C’è una roccia alta 500 metri e del diametro di circa 5 chilometri alla base dei fenomeni di bradisismo che stanno scuotendo i Campi Flegrei. È quanto suggerisce uno studio condotto da alcuni scienziati dell’università di Bologna e dell’Ingv, pubblicato sul Journal of Volcanology and Geothermal Research. Il “volume cilindrico di roccia” si trova a circa 2 chilometri di profondità e sta giocando un ruolo importante nella fase di sollevamento della zona alle porte di Napoli che sta provocando centinaia di terremoti, fino a una magnitudo di 4.2. La conclusione alla quale sono giunti gli studiosi escluderebbe quindi la risalita del magma che avrebbe al più un ruolo secondario.

“Questa sorgente di deformazione era già nota per aver contribuito al sollevamento del suolo che si è verificato nell’area dei Campi Flegrei tra il 1982 e il 1984″, spiega Massimo Nespoli, ricercatore al Dipartimento di Fisica e Astronomia “Augusto Righi” dell’Università di Bologna e primo autore dello studio. “I risultati della nostra indagine mostrano come le serie temporali di sollevamento del suolo osservate negli ultimi 18 anni possano essere riprodotte assumendo la riattivazione di quella stessa sorgente deformativa”. In questi episodi di sollevamento – suggeriscono gli studiosi – il ruolo del movimento di magma sarebbe quindi secondario rispetto a quello di fluidi caldi e pressurizzati che si muovono all’interno delle rocce del sistema idrotermale della caldera.

“Anche se il contributo magmatico non può essere escluso – aggiunge Nespoli – i risultati ottenuti con la modellazione fisica di questa sorgente di deformazione, legata all’arrivo di fluidi caldi e pressurizzati, consentono di spiegare efficacemente sia il tasso di sollevamento che l’andamento della sismicità, senza il bisogno di invocare la risalita di magma negli strati superficiali della caldera dei Campi Flegrei”. Lo studio è in controtendenza rispetto alle conclusioni alle quali è arrivata la Commissione Grandi Rischi, stando a quanto riportato dal ministro per la Protezione Civile Nello Musumeci. “L’insieme dei risultati scientifici rafforza l’evidenza del coinvolgimento di magma nell’attuale processo bradisismico di sollevamento del suolo”, ha detto martedì il ministro citando le conclusioni della Commissione.

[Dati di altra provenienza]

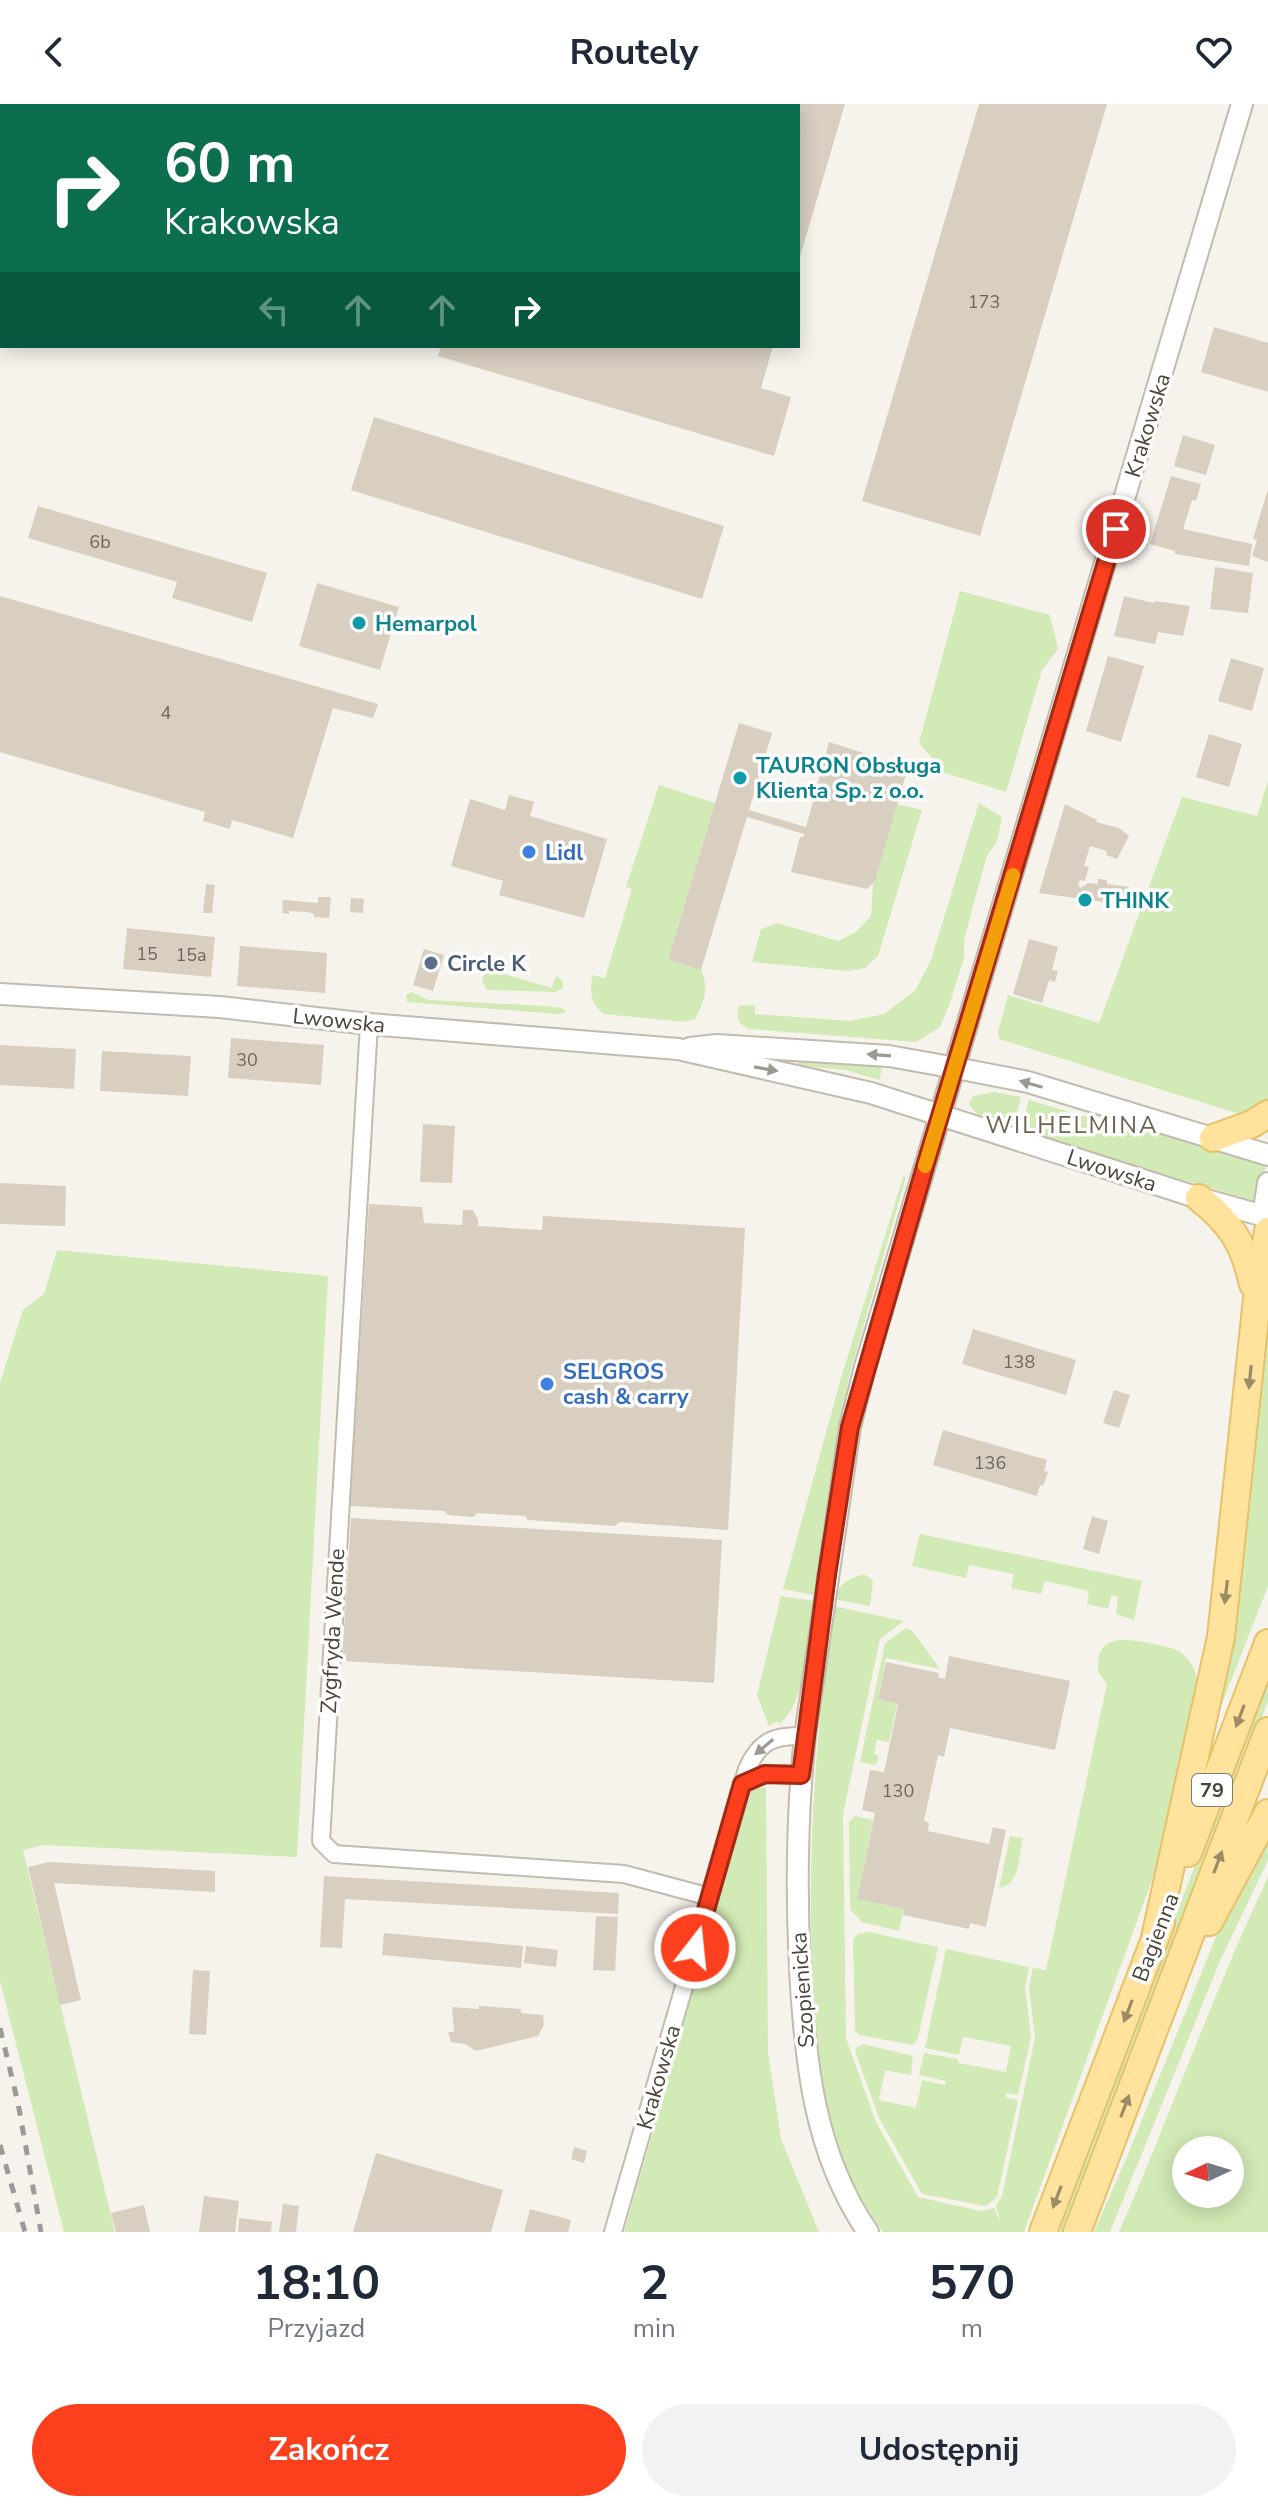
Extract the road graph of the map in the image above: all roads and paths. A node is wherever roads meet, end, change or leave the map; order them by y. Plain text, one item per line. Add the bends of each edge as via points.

La caldera dei Campi Flegrei, a ovest della città di Napoli, è una delle aree vulcaniche più popolate al mondo. Si ritiene che in questa zona l’attività vulcanica sia presente da almeno 47mila anni. I due principali episodi eruttivi, che hanno dato forma al golfo di Pozzuoli così come lo conosciamo oggi, si sono verificati circa 39mila e 15mila anni fa, mentre l’ultima eruzione è avvenuta nel 1538. A partire dalla metà del secolo scorso la caldera ha poi subito diversi episodi di sollevamento e abbassamento del suolo, noti con il nome di bradisismo. Negli ultimi decenni ci sono state due importanti fasi di sollevamento del suolo: tra il 1969 e il 1972 e tra il 1982 e il 1984. Durante quest’ultima crisi bradisismica, il sollevamento massimo del suolo – misurato a Pozzuoli – fu di quasi 1,8 metri, e fu accompagnato da più di 16mila terremoti di bassa magnitudo.

Per indagare le cause della fase attuale, arrivata sul tavolo del governo con uno strascico di polemiche per la gestione comunicativa di un possibile – ma ad oggi escluso – passaggio all’allerta di livello arancione, gli studiosi hanno ipotizzato un confronto con la crisi bradisismica del triennio 1982-1984. “La presenza di questa sorgente deformativa era stata evidenziata in passato da studi di tomografia sismica: un’ulteriore conferma arriva ora dall’osservazione di una brusca variazione del rapporto tra il numero di terremoti con magnitudo piccola e il numero di terremoti con magnitudo alta”, conferma Nespoli.